Tuesday, October 12, 2010

A Gentle Madness

This appeared in Sunday's DNA.

THE GROANING SHELF Pradeep Sebastian


There are debates aplenty over the talents of authors, the superiority of one genre over another and the worth of awards. But when it comes to actual books themselves, all bibliophiles have the same issues. Among them, the problems of storage, the unread piles, the frustration of not getting the title one wants and the sheer joy in the tactile sensation of holding a book in one’s hands. As Louis Szathmary once said, “You want to possess the books, you want to own them, you want to hold them. Perhaps you even hope that you will read them”.

Pradeep Sebastian has been writing about these subjects and more for years; his The Groaning Shelf is a collection of journalistic sketches that have earlier appeared in The Hindu, The Deccan Herald and elsewhere. These trace, as he puts it, a lapsed reader’s journey from “bibliophile to bibliojournalist to bibliographer”.

This, then, is a book about books. It’s about shelves, libraries, borrowing and lending, first editions, and the pleasures of browsing and collecting. Clearly, Sebastian is walking in the footsteps of others who have touched upon similar themes over the years, from Walter Benjamin to Borges to Manguel to Fadiman and more, some of whom he aptly quotes to buttress his views.

Some of the best pieces here are those that deal with Indian themes, such as the meditation on Amar Chitra Katha or the decline of the hole-in-the-wall lending library. Another noteworthy piece is on how books and bookstores have featured in Hollywood over the years. There are delightful personal accounts, such as his obsessive quest to track down Ira Levin in New York, or the time he spends in antiquarian bookstores. It’s also not without a pang that one reads about his impressions of Lotus House Books, the Bandra bookshop that is still missed.
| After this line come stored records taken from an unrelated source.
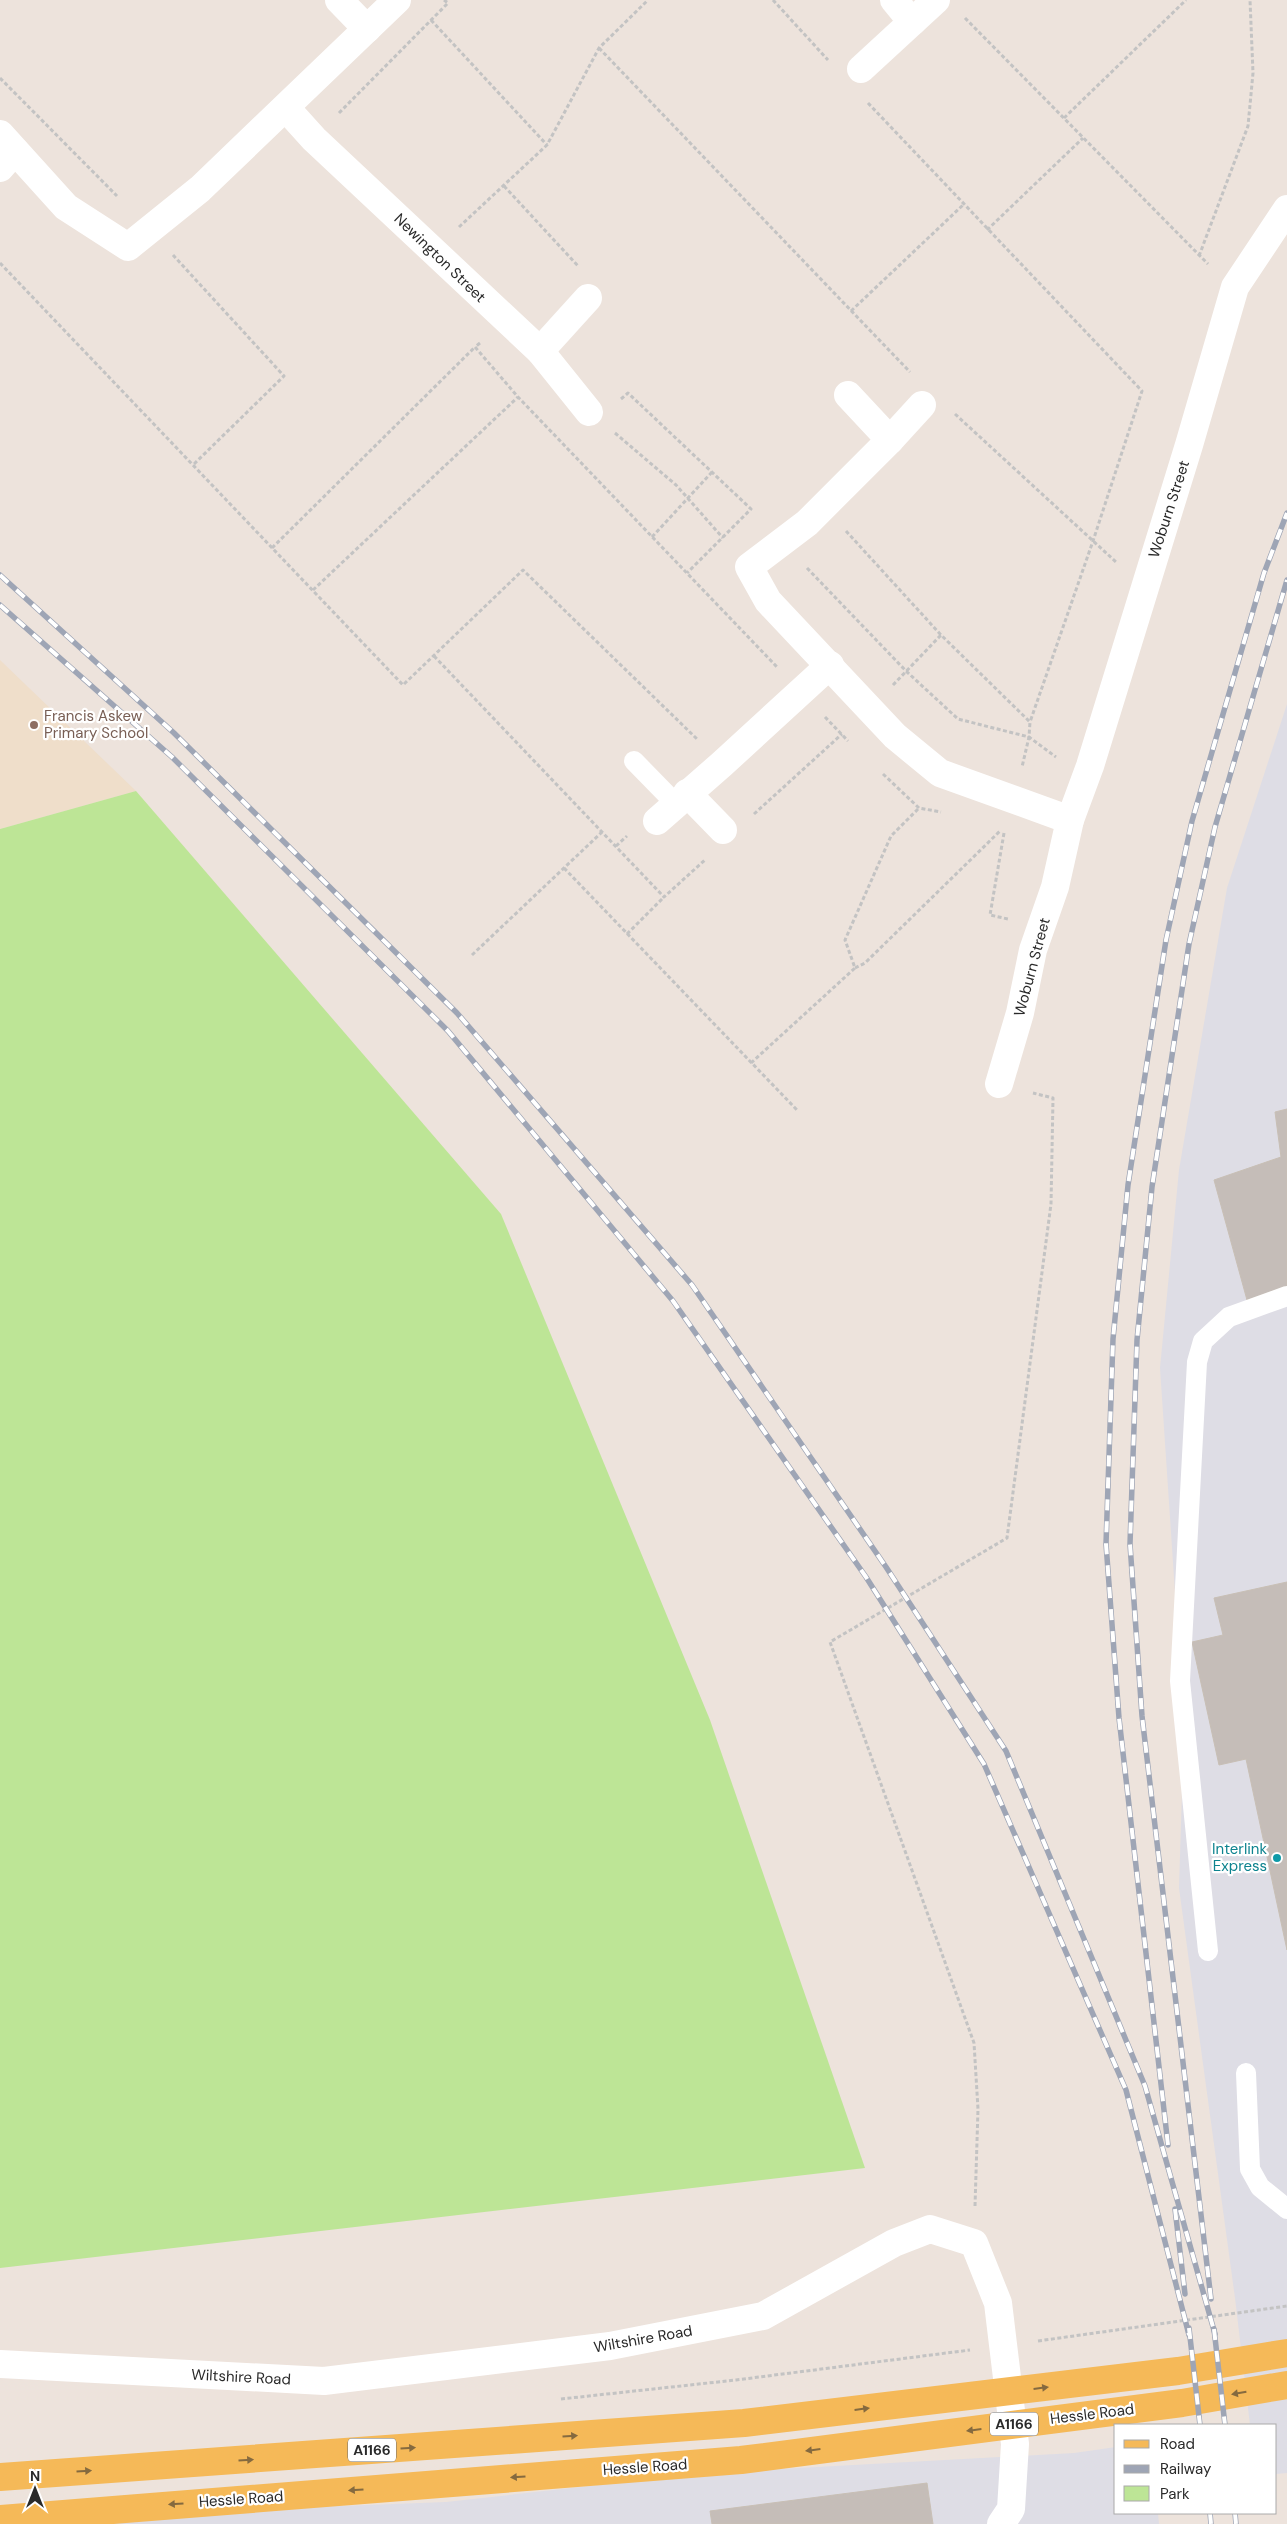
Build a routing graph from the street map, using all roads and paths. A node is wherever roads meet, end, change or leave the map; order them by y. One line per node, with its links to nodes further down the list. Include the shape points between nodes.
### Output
1 (339, 0): 13 (street)
2 (398, 0): 13 (street)
3 (444, 0): 11 (path, via 448,3)
4 (648, 0): 14 (path)
5 (773, 0): 15 (path)
6 (894, 0): 12 (street)
7 (936, 0): 12 (street)
8 (1186, 0): 20 (path)
9 (1250, 0): 31 (path, via 1253,73 1248,126)
10 (962, 14): 20 (path)
11 (431, 20): 22 (path); 23 (path)
12 (912, 22): 16 (street)
13 (367, 29): 19 (street)
14 (599, 48): 23 (path); 35 (path)
15 (834, 66)
16 (861, 68)
17 (0, 78): 28 (path)
18 (868, 102): 26 (path)
19 (286, 108): 22 (street, Newington Street); 28 (street, via 200,189)
20 (1064, 118): 21 (path)
21 (1083, 138): 29 (path); 31 (path)
22 (314, 139): 30 (street, Newington Street)
23 (547, 145): 25 (path)
24 (5, 151): 28 (street, via 66,207 128,247)
25 (504, 186): 30 (path); 34 (path, via 599,289)
26 (963, 205): 29 (path); 35 (path)
27 (1287, 209): 33 (street, Woburn Street)
28 (150, 230): 47 (path, via 284,376)
29 (987, 230): 51 (path, via 1142,391)
30 (433, 251): 36 (street, Newington Street)
31 (1199, 256): 33 (path)
32 (0, 263): 47 (path)
33 (1236, 287): 56 (street, Woburn Street)
34 (588, 298): 38 (street)
35 (851, 311): 39 (path)
36 (505, 320): 37 (path); 38 (street, Newington Street)
37 (475, 347): 41 (path); 53 (path)
38 (540, 350): 44 (street, Newington Street)
39 (914, 376)
40 (848, 395): 45 (street)
41 (518, 397): 46 (path); 57 (path)
42 (922, 405): 45 (street)
43 (949, 409): 51 (path)
44 (594, 416): 46 (path); 48 (path, via 628,393); 54 (path, via 676,485)
45 (890, 440): 49 (street)
46 (569, 450): 50 (path)
47 (193, 465): 53 (path)
48 (712, 472): 50 (path); 55 (path, via 751,509)
49 (823, 507): 52 (street, via 807,524); 60 (path, via 941,635)
50 (652, 537): 55 (path)
51 (1093, 541): 56 (path); 60 (path)
52 (782, 542): 54 (street); 61 (path, via 906,671 958,719)
53 (272, 548): 57 (path)
54 (749, 567): 58 (street, via 768,601)
55 (687, 573): 59 (path)
56 (1144, 588): 64 (street, Woburn Street)
57 (313, 590): 63 (path, via 403,684 523,570)
58 (830, 666): 59 (street); 67 (street, via 895,736 940,773)
59 (801, 692): 63 (street)
60 (1030, 722): 61 (path)
61 (1029, 737): 64 (path)
62 (634, 761): 65 (lane)
63 (722, 764): 65 (street)
64 (1085, 778): 67 (street, Woburn Street)
65 (673, 806): 68 (street)
66 (918, 808): 75 (path, via 891,836 845,940)
67 (1070, 820): 72 (street, Woburn Street, via 1055,887)
68 (723, 830)
69 (602, 832): 70 (path)
70 (564, 868): 73 (path); 74 (path)
71 (664, 897): 73 (path)
72 (1042, 926): 75 (path, via 990,915 1006,825 865,963); 77 (street, Woburn Street)
73 (627, 934): 76 (path)
74 (472, 955)
75 (855, 968): 76 (path)
76 (751, 1062): 78 (path)
77 (999, 1084): 83 (path, via 1053,1098 1051,1204 1007,1538 830,1642 974,2043 978,2109)
78 (796, 1110)
79 (1287, 1296): 80 (lane, via 1229,1317 1203,1341 1197,1362 1180,1681)
80 (1208, 1951)
81 (1246, 2073): 82 (lane, via 1250,2169 1260,2187)
82 (1287, 2209)
83 (974, 2243): 85 (street, Wiltshire Road, via 930,2229 894,2243 763,2316 581,2350 324,2381); 89 (street, via 998,2303 1015,2444 1010,2509)
84 (1287, 2353): 87 (main road, A1166, one-way to 84, via 744,2423 1178,2371)
85 (0, 2364)
86 (1287, 2385): 88 (main road, Hessle Road / A1166, one-way to 88, via 1182,2403 741,2460)
87 (0, 2477)
88 (0, 2519)
89 (1001, 2524)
Another section deals with writers who have afforded him pleasure, such as Pico Iyer, Michael Dirda and Jasper fforde. On occasion, he quotes from his correspondence with them, nowhere more tellingly than when he mentions a letter sent to him by Nicholas Basbanes: “Because books still matter regardless of where the technology is taking us, it is worthwhile, I think, to have as many champions for them as we can muster”. However, Sebastian is no neo-Luddite: there are also well-judged pieces on the e-book versus the printed word, as well as his experiences in tracking down rare editions online.
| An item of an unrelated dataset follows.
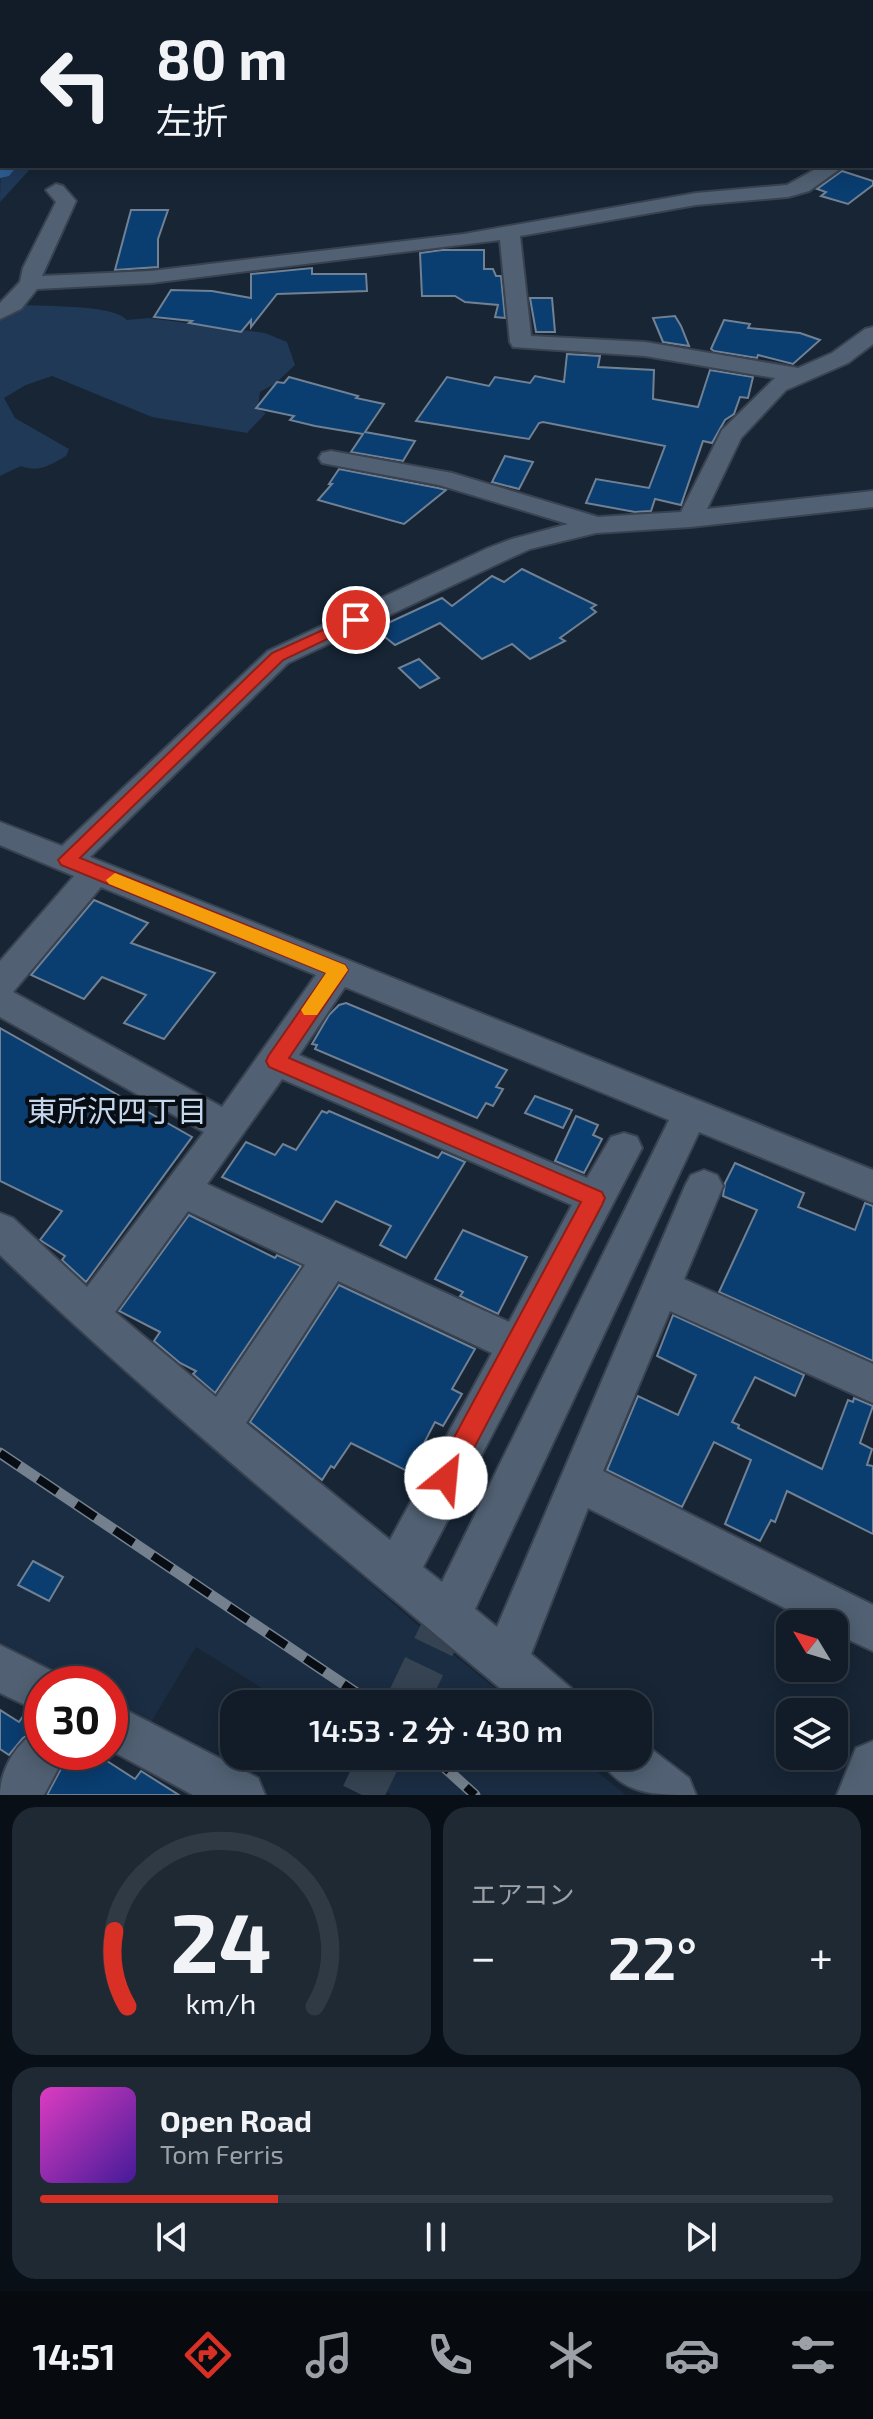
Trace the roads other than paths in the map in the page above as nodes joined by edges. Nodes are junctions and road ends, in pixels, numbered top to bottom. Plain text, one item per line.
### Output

At times, though, one feels that the volume, like an overcrowded bookshelf, suffers from excess. Some pieces deal with books and writing only tangentially, such as the one on celebrities and their privacy, For all that, Sebastian wears his learning lightly: these riffs are written in a style that is affectless but never artless. When it comes to charting the gentle madness of bibliomania, he is always entertaining, well-informed company.